Welcome to Photoshop Gurus forum. Register a free account today to become a member! It's completely free. Once signed in, you'll enjoy an ad-free experience and be able to participate on this site by adding your own topics and posts, as well as connect with other members through your own private inbox!
If you want to literally paint the walls (in PS) you can create a new empty layer, set the layer property to Color and paint.
That's not the way to do it though and it's not going to look right.
Copy the background layer, now you have 2 layers.
You need to make a selection of the walls only, invert the selection and create a layer mask.
This new layer with the mask shows only the walls, the original layer shows the rest of the image.
With the Alt key held down make a new Hue/Saturation adjustment layer and check the box that says "Use Previous Layer to Create Clipping Mask".

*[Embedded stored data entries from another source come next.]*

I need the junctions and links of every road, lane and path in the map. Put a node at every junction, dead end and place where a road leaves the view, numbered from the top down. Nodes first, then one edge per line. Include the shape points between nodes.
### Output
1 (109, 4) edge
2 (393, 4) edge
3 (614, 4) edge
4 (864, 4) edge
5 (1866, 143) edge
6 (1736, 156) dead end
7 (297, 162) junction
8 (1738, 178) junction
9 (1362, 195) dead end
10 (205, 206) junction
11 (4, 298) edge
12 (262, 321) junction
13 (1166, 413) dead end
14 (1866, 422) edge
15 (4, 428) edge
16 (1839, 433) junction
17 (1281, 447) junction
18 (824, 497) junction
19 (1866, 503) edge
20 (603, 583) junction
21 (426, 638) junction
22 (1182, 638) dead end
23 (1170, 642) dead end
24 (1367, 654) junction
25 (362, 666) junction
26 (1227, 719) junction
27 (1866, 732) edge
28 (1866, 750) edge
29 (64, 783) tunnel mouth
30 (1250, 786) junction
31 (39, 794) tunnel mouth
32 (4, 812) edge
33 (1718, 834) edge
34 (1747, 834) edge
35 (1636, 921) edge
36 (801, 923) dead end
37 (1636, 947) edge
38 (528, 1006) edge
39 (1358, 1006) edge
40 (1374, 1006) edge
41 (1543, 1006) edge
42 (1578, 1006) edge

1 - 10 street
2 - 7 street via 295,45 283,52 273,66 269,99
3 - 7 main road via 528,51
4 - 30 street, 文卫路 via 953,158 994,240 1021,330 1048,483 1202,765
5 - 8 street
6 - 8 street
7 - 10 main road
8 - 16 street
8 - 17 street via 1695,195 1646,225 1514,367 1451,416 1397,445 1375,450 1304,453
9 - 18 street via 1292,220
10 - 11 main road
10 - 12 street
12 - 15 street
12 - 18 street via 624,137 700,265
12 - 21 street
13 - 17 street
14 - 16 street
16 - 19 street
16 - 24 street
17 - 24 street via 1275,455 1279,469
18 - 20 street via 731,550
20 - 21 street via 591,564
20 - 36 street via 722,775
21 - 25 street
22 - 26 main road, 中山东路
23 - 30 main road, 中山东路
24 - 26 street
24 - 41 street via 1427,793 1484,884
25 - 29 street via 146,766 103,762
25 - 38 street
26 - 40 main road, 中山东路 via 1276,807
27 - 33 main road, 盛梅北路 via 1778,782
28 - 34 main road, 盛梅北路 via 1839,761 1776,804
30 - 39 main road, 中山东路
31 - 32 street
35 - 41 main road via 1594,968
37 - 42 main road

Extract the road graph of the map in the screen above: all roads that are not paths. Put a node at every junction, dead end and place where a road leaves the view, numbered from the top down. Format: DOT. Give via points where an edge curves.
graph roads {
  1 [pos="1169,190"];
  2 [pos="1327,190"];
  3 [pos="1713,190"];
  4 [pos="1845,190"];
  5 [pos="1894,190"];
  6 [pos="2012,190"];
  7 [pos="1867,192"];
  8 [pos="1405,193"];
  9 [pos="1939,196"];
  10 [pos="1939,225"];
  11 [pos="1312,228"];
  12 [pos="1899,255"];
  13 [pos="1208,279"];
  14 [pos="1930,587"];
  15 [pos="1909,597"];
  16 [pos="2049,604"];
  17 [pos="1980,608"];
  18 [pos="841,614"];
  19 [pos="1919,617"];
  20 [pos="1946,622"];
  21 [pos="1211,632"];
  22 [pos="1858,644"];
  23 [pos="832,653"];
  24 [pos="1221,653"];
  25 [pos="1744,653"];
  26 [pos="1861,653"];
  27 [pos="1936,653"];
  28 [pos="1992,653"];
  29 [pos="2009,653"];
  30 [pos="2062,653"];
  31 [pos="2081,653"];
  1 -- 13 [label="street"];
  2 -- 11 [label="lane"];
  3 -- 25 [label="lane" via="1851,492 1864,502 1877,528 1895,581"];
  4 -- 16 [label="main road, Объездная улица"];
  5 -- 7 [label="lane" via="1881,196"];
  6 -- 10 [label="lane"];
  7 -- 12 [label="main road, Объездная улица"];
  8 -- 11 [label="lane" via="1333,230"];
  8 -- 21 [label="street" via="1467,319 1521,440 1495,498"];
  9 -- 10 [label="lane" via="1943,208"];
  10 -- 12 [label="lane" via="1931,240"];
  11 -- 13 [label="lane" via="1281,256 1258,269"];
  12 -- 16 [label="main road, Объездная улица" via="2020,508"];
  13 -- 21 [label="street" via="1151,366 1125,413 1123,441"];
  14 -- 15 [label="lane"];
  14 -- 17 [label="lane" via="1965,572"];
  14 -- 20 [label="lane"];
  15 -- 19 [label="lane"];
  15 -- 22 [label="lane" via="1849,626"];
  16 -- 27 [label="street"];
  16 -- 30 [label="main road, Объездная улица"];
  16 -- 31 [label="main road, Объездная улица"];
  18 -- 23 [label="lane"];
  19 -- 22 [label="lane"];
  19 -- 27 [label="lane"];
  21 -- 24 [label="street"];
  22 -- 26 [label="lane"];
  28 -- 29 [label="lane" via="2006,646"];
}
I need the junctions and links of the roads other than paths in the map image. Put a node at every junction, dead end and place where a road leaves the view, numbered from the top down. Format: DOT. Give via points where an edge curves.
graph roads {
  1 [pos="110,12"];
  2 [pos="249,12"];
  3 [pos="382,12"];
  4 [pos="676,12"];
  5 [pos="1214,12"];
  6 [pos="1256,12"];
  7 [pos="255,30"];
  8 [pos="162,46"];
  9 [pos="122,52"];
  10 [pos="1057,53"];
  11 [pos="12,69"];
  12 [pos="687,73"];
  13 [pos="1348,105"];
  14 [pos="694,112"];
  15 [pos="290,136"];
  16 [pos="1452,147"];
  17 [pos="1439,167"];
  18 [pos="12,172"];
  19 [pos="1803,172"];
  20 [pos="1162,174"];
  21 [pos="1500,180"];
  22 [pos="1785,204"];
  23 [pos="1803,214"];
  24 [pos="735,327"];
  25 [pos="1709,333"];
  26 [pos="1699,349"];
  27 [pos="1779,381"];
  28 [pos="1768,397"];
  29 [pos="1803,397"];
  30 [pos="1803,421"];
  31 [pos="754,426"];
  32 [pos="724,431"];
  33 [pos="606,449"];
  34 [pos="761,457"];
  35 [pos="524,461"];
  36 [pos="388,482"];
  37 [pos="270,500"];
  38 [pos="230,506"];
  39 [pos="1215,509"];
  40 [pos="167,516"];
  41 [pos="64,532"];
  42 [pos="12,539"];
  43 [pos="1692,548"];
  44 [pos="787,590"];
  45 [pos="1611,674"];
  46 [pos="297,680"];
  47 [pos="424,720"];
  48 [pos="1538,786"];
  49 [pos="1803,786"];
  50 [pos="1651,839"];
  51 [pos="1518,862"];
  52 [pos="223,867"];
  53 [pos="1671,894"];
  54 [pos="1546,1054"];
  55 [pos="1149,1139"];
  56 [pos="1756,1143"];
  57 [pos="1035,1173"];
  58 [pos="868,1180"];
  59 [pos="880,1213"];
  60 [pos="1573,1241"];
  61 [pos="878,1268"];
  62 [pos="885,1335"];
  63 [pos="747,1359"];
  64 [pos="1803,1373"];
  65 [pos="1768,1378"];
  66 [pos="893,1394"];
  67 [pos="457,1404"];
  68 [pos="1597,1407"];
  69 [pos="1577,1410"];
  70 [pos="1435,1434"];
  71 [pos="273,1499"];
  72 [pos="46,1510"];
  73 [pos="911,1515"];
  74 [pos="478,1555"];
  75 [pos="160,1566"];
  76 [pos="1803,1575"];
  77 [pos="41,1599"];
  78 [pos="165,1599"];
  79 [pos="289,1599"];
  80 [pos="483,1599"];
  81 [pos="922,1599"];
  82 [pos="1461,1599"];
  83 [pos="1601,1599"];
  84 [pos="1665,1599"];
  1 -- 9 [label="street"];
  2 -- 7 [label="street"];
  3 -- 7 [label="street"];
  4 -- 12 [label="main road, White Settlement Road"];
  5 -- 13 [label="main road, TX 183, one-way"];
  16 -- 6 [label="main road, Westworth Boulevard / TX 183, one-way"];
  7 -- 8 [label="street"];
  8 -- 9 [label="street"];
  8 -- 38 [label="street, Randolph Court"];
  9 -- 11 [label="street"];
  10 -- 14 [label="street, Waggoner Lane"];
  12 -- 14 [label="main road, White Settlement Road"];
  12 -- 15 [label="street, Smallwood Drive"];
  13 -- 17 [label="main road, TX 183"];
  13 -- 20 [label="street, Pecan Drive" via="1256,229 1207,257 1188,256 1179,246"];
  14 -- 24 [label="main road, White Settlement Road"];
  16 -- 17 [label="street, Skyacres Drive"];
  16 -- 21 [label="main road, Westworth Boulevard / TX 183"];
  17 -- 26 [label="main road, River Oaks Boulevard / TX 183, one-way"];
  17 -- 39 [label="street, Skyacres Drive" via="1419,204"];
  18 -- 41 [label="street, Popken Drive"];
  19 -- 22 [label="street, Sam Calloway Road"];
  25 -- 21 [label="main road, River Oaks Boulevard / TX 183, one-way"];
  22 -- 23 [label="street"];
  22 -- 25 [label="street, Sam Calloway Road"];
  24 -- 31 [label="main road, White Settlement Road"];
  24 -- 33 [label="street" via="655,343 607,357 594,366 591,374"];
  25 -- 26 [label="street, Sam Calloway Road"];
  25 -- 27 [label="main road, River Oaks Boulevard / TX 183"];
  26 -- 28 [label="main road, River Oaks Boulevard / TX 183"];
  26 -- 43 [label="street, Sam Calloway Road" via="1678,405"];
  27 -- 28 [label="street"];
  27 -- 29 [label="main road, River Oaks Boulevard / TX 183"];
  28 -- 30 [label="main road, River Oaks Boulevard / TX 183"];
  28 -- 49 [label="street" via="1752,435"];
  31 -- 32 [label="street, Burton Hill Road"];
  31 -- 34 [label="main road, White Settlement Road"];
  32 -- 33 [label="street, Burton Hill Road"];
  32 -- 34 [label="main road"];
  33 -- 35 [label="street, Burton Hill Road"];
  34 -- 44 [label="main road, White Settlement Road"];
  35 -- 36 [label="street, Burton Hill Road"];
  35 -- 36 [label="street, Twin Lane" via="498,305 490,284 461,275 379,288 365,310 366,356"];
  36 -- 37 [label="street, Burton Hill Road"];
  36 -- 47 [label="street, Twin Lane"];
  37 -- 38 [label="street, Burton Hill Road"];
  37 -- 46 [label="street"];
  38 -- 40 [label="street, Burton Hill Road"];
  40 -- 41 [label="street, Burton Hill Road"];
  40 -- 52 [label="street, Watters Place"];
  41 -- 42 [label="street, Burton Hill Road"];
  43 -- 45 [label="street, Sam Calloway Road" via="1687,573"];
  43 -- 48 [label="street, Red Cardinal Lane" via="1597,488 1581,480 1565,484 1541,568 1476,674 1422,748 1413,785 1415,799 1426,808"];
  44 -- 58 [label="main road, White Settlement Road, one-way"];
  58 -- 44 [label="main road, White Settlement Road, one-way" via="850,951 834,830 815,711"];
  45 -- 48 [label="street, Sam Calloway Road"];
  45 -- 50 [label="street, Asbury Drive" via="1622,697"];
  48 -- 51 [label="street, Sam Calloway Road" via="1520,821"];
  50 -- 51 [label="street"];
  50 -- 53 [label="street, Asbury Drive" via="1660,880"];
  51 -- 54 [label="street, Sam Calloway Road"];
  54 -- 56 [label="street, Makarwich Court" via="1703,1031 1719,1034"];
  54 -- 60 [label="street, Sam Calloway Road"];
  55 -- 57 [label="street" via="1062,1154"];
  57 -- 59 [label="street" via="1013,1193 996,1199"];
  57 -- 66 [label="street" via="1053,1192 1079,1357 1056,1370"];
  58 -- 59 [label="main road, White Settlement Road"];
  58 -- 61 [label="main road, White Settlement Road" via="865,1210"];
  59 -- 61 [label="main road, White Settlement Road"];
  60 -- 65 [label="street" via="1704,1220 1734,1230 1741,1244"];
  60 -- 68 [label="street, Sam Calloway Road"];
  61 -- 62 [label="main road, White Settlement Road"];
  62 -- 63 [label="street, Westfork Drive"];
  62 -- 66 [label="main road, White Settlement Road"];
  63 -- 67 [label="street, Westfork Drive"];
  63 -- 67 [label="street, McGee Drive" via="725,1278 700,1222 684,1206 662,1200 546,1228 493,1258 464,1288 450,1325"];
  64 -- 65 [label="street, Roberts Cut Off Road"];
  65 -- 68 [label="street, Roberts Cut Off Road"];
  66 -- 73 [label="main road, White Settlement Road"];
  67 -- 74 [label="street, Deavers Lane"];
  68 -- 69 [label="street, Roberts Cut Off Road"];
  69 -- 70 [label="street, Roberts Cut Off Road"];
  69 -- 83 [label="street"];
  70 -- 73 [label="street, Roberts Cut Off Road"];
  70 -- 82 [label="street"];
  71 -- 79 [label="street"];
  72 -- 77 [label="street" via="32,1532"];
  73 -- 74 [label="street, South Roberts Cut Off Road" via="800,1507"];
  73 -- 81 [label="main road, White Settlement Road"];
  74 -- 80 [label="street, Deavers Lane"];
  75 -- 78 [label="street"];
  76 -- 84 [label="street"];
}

Now as you adjust the Hue/Saturation sliders the colors will change on the walls only.
View attachment 1265
Hi Steve,
A newbie here with a question. Couldn't the same thing be accomplished faster without the layer mask? i.e., Just make a new layer and select the walls; then make the hue/saturation adjustment layer and change the wall colors. Not as many steps, although going through the steps you posted did teach me more than I already knew about the layer mask section. Thanks.
Just can't help it, but am I the only one here who can't figure out what it's all about?
I'm really lost, and it seems like hopelessly...
Hi Kitsap, I've been away for a week and I'm trying to catch up, sorry for the delay.
The layer doesn't really slow you down, it's one step.
With that mask you you can refine you're selection, add areas you missed, eliminate areas that bleed into the rest of the image, smooth out or feather a transition if you need to.
Without the mask, you're stuck with your selection, good or bad, and can't make detailed corrections.
Well now I'm the one who's been offline for a few days, so I send my own apologies ... That does make sense Steve; I didn't think about making corrections/refinements at that particular juncture. You learn something every day around here ... but hey, that's the point. Thanks!